Making the occasion bleaker still was the dour priest who had been invited to share the meal—another custom recently popular—as though a man of religion at a family’s table made them pious. This cleric, after he had spoken the blessing, never said another word. He did not bother to hide his boredom, nor had he bothered to wash. He was rank with perspiration and smelled as though he had stepped in excrement in the street.
Chaterina was much relieved when Antonio and his father, trailed by the dogs and the priest, left the table with barely a “
Buona sera
,” but I watched her face crumple with disappointment when her mother-in-law stayed firm in her chair. The sour-faced woman had, for the first time, been given leave to assert her dominion in the household. Chaterina was, from this moment on, the dominated.
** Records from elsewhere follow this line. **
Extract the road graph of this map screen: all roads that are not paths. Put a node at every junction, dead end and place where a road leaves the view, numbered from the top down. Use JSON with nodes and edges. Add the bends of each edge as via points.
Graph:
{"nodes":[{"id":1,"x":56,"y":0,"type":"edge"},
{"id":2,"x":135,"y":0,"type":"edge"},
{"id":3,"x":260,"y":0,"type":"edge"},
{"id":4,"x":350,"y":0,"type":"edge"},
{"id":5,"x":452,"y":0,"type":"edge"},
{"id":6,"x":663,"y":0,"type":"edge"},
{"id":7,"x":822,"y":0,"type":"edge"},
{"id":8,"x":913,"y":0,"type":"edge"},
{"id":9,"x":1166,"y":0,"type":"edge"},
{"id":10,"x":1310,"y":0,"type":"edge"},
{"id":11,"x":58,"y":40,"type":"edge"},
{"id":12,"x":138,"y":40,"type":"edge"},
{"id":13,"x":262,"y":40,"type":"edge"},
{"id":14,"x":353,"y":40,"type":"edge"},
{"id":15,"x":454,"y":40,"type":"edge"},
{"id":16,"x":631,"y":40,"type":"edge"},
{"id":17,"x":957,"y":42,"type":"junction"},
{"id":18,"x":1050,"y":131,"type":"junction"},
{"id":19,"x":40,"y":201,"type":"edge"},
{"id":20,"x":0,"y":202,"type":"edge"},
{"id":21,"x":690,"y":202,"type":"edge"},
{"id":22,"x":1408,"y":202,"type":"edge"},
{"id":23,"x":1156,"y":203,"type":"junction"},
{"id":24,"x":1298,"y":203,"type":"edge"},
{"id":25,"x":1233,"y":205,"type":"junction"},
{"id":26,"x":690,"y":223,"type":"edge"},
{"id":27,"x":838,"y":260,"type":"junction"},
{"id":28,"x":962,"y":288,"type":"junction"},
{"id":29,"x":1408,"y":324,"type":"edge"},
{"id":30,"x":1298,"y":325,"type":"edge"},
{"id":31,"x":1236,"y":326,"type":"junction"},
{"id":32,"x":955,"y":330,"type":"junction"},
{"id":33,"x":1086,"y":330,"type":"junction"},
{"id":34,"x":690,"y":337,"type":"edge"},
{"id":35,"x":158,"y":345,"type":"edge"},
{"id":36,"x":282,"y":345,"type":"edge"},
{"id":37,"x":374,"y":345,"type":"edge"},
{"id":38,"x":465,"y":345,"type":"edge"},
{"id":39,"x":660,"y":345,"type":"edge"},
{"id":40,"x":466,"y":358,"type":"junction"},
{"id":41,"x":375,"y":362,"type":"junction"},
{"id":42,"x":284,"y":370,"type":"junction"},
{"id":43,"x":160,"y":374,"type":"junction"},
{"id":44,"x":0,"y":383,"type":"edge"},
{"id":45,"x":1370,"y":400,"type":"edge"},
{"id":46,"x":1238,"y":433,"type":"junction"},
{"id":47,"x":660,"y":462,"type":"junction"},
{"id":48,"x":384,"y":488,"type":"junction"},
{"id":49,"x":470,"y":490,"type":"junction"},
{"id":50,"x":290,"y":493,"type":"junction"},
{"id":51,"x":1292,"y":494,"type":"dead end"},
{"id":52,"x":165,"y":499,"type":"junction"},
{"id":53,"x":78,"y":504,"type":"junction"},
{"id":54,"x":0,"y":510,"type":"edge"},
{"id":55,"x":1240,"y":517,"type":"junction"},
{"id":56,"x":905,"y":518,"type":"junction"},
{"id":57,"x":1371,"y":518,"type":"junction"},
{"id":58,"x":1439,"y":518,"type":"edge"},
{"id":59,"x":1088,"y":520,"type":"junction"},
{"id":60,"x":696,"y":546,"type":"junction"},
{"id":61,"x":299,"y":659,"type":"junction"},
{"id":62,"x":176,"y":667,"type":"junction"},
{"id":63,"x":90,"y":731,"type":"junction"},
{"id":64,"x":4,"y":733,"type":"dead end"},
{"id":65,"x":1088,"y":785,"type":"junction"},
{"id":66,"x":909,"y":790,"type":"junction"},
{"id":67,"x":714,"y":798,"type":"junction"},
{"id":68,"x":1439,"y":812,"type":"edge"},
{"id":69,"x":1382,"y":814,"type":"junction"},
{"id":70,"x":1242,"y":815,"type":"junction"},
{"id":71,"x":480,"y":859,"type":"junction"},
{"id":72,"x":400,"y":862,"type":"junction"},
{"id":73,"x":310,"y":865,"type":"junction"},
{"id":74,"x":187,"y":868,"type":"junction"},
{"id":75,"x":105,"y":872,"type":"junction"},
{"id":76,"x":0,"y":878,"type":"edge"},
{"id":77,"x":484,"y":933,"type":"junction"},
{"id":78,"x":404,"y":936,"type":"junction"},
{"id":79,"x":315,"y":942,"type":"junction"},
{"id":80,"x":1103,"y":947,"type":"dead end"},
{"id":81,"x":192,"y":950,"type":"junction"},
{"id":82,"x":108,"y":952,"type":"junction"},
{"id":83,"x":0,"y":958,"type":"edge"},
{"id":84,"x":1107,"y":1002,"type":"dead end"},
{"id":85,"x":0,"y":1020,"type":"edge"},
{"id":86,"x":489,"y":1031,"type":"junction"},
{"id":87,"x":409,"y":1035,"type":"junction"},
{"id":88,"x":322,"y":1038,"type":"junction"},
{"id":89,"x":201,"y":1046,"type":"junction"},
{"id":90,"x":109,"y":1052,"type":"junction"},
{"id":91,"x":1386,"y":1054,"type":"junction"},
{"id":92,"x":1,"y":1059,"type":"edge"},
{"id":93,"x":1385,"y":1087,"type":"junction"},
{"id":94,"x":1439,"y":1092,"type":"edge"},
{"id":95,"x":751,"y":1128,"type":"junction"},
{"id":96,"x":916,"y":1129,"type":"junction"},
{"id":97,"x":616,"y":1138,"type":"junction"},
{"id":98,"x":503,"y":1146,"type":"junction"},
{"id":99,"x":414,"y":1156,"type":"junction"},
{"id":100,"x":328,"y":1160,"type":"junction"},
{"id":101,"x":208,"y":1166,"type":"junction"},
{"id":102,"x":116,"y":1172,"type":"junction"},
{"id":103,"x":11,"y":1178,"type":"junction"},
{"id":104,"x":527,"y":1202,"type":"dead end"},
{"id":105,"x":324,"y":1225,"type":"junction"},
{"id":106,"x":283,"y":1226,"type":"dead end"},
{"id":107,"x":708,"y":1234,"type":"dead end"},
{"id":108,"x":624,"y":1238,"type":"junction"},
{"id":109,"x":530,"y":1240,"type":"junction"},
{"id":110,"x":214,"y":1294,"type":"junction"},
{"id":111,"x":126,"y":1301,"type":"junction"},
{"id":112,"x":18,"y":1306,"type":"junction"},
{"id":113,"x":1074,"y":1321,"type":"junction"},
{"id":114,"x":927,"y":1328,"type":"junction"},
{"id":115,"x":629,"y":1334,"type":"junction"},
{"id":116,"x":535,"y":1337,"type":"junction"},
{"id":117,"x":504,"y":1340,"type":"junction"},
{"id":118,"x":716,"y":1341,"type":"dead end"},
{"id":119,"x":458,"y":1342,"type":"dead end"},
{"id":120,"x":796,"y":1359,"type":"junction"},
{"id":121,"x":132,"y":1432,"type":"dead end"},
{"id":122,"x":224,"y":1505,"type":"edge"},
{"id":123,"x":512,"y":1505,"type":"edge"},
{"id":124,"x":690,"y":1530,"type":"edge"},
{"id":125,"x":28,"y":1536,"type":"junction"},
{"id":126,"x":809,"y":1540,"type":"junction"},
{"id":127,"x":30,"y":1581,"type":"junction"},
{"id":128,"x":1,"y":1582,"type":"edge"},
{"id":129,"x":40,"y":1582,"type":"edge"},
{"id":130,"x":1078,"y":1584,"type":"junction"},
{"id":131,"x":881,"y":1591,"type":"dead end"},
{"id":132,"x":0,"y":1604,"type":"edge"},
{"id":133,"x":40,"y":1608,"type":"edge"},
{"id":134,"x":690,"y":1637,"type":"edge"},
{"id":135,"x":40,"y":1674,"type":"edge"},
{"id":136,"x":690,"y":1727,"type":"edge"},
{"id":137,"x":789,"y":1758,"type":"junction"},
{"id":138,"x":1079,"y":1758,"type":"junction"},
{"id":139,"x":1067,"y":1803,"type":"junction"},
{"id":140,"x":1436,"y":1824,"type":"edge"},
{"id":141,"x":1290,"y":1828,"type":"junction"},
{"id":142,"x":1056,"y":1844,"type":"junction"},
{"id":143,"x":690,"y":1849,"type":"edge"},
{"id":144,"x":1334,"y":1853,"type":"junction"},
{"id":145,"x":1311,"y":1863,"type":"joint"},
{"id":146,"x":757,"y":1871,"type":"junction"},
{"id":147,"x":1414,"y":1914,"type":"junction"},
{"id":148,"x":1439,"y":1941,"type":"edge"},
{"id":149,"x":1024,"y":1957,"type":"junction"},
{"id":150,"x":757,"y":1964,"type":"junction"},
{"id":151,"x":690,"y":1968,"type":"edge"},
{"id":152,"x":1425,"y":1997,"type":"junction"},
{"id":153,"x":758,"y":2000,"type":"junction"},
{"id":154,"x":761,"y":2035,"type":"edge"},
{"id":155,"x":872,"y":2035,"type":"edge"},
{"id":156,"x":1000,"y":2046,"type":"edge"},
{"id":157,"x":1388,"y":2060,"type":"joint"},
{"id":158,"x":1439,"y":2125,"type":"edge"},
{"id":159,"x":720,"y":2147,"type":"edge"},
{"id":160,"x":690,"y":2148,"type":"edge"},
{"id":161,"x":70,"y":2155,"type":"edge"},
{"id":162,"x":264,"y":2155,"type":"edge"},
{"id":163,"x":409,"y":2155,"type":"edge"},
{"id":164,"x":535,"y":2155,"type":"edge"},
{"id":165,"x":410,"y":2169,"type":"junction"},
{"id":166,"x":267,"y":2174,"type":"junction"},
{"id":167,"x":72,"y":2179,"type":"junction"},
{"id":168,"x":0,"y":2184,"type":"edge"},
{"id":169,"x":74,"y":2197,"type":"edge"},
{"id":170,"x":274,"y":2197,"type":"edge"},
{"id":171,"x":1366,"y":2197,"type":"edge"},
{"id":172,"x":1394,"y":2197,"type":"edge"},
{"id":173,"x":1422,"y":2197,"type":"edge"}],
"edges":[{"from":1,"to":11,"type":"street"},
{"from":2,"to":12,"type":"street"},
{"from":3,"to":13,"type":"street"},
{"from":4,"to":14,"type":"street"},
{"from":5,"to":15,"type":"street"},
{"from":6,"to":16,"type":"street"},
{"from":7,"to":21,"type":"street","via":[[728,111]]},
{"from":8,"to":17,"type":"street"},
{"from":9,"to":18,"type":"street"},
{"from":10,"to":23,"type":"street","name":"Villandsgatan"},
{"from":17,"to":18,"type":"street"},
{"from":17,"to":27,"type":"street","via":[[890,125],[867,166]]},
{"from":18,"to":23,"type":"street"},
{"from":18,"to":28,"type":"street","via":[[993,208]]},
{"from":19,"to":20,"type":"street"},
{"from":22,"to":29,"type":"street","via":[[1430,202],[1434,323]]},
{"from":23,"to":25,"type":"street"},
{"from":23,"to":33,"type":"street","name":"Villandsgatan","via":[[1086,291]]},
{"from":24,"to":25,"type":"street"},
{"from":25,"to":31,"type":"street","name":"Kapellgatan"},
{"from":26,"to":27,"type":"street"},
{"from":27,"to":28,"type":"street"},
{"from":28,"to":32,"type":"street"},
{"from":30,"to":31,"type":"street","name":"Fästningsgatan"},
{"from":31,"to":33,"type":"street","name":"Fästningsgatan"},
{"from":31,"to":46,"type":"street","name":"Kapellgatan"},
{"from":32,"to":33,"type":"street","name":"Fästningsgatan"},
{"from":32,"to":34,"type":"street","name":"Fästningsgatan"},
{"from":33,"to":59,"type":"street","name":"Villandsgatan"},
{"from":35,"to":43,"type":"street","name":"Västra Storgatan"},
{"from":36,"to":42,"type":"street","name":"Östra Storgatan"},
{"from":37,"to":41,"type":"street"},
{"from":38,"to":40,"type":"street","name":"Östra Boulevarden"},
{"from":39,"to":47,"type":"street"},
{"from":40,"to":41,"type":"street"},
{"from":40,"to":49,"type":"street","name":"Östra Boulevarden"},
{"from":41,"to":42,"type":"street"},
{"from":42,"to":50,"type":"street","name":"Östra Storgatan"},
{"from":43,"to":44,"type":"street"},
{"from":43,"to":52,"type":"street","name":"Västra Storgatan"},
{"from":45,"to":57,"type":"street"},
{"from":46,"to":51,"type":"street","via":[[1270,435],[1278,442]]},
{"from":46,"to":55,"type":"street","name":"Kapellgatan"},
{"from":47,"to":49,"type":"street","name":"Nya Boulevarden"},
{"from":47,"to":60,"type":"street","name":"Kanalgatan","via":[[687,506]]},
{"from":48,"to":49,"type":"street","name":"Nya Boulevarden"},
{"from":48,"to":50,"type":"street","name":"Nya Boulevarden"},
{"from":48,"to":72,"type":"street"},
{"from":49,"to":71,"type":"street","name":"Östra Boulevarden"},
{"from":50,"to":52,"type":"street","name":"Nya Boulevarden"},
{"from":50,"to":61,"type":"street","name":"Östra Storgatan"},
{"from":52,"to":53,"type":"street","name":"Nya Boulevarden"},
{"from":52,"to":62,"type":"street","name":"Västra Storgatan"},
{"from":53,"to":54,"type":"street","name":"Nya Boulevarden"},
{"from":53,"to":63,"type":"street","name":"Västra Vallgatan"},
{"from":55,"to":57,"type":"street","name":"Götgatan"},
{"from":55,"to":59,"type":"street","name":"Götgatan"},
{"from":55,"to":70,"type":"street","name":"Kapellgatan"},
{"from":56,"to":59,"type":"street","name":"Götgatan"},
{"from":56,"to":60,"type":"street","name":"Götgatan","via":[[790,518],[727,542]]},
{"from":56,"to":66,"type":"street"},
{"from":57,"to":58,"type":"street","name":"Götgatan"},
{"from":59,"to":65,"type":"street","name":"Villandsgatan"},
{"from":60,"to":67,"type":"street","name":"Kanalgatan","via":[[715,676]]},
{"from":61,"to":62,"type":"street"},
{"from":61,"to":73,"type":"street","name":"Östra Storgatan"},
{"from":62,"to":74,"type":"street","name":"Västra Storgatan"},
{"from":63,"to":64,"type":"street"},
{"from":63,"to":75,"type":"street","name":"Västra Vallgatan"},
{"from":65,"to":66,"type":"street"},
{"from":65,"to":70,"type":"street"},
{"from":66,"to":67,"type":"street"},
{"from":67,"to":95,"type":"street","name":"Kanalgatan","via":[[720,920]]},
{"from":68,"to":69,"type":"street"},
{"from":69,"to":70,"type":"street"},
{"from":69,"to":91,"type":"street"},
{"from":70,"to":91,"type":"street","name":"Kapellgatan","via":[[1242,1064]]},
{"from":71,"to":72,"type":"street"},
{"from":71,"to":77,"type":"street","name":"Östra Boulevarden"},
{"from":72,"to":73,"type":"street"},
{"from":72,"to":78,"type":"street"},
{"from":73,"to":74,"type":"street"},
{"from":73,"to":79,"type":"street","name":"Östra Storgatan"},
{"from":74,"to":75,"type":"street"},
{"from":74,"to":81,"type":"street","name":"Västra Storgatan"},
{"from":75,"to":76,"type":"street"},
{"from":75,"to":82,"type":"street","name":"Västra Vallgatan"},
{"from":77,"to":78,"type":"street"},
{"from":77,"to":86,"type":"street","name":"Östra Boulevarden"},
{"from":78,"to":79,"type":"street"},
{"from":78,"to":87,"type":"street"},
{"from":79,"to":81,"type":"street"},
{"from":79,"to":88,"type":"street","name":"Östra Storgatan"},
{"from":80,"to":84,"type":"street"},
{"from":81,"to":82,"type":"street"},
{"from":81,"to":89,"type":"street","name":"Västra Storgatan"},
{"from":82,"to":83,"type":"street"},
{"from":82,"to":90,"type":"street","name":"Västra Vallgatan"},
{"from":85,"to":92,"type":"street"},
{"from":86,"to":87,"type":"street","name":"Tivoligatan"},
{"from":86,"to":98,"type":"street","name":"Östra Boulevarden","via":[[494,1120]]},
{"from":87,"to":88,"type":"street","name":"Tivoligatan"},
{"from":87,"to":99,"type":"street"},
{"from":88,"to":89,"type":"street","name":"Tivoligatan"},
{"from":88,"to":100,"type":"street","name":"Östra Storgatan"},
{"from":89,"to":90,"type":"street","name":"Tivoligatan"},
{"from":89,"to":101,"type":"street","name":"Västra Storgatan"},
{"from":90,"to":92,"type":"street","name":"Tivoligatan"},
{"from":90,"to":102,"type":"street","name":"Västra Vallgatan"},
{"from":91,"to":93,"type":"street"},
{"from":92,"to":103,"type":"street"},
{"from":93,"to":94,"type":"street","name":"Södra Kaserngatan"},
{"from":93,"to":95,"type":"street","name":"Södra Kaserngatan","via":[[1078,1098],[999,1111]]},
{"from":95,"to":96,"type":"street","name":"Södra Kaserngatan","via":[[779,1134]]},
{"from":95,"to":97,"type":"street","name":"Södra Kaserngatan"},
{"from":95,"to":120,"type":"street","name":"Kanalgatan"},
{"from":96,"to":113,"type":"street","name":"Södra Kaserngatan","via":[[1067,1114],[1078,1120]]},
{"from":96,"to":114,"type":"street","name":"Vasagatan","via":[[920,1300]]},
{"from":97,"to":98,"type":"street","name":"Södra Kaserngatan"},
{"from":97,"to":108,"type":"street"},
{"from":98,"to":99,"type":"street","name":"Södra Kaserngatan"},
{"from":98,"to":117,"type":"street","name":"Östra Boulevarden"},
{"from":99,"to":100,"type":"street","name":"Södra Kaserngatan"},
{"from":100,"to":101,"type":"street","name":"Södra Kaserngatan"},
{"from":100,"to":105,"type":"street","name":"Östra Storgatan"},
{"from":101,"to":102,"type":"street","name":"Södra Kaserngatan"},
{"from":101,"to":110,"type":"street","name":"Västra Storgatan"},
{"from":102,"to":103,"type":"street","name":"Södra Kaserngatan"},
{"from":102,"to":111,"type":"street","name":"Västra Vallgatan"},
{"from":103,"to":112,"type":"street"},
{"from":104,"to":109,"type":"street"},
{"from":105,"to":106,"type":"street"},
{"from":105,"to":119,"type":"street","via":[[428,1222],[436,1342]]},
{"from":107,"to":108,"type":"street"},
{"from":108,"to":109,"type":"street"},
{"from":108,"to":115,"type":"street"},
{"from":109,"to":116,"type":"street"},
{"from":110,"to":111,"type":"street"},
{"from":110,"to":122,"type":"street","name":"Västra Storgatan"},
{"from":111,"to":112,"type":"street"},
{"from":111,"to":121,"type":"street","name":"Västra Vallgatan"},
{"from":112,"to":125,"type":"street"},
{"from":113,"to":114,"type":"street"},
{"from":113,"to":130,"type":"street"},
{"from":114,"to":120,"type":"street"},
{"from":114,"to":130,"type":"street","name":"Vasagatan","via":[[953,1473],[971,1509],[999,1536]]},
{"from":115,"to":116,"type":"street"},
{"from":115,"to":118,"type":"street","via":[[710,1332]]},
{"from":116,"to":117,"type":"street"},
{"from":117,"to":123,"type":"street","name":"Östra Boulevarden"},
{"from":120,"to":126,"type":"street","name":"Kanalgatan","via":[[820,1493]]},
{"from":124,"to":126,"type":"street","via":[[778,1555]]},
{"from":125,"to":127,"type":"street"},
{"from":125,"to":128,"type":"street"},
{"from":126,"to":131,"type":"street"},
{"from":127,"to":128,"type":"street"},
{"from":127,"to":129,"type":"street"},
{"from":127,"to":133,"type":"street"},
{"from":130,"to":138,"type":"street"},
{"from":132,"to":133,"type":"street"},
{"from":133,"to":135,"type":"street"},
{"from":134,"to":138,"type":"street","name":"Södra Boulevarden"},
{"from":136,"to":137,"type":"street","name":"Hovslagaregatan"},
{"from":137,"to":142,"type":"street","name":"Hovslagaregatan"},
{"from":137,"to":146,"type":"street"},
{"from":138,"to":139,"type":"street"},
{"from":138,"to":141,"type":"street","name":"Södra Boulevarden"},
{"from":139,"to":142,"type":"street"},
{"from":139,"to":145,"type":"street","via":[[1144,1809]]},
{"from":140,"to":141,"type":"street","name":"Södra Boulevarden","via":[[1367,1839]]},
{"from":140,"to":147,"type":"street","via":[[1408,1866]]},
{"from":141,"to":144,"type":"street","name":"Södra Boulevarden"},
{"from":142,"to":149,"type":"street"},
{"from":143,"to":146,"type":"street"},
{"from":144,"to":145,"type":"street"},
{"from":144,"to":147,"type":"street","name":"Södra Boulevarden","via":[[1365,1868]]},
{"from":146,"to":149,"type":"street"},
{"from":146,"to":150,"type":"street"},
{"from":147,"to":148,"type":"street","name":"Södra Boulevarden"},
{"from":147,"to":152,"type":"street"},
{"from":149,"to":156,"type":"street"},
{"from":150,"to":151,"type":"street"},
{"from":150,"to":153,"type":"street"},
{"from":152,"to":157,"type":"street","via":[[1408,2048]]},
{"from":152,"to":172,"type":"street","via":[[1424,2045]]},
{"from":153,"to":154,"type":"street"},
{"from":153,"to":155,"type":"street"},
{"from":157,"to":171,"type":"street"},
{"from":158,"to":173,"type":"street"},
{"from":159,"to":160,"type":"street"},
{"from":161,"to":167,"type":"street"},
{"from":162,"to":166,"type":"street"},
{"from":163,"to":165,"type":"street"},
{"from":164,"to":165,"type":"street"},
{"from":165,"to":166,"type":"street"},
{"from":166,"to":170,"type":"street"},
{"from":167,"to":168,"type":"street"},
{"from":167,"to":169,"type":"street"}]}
“Has everyone had enough to eat?” our friend asked us, the first words she had spoken the whole meal through, and reached for a slice of bread. In a flash her hand was slapped away by Mona Ginetta, who fixed the girl with a withering glare, silencing all of us before we could answer.
“You’ve had two pieces already,” she accused. “And a double portion of macaroni. My son will not look kindly on a wife going to fat.” Then she looked around the table, wondering, I supposed, if she dared insult any of the rest of us.
“Sorry, Mona Ginetta, sorry,” the daughter-in-law said. “I’ll be more attentive to what I eat.”
“It’s funny,” I said lightly but pointedly, “Chaterina is always the one we worry is too thin.”
“That is true,” Lucrezia piped in with an encouraging smile at our beleaguered friend. “She’s got the tiniest waist. We’re all jealous of her.”
As everyone else chimed in with their agreement, Mona Ginetta began to seethe.
“I have a gift for you,” Elena Rinaldi said, drawing the conversation onto pleasanter ground and pushing a small wrapped box toward her hostess. When the rest of us began speaking excitedly, Mona Ginetta pushed back her chair with a decisive scrape and stood. To Chaterina she said, “I will leave you to your guests.” In a moment she was thankfully gone, but her leave had not purged the room of darkness. We were horribly aware that this shrew stood at the center of Chaterina’s future.
And all I could think of was Allessandra Strozzi.
“Dare we ask about the wedding night?” Maria piped in, keeping her voice low. Antonio might come from a boorish family, but he was half the age of Maria’s betrothed.
I did not think Chaterina’s face could fall any further, but I was wrong. She pushed her lips tight together to keep from crying, but tears still sprang to her eyes. “Awful,” she managed.
Lucrezia reached out and placed a hand on Chaterina’s.
“I was afraid,” she went on, “and I told him so . . . expecting that he would . . . be gentle.” She hid her face in her cupped hands. “He was not. He pounded hard. Went on and on. It seemed like forever.”
It pained me to hear her continue, for I knew I had no bright banter to buoy her, no advice to share.
“It hurt. Terribly,” she said, her voice cracking. “Then he . . .” She hesitated. “. . . pulled away. Out. He was angry. Disgusted. Told me I was ‘dry.’ Told me I had hurt
him
.”
Chaterina went silent then, and we were all still, battered by her account.
“I have just the thing,” Constanza Marello suddenly said.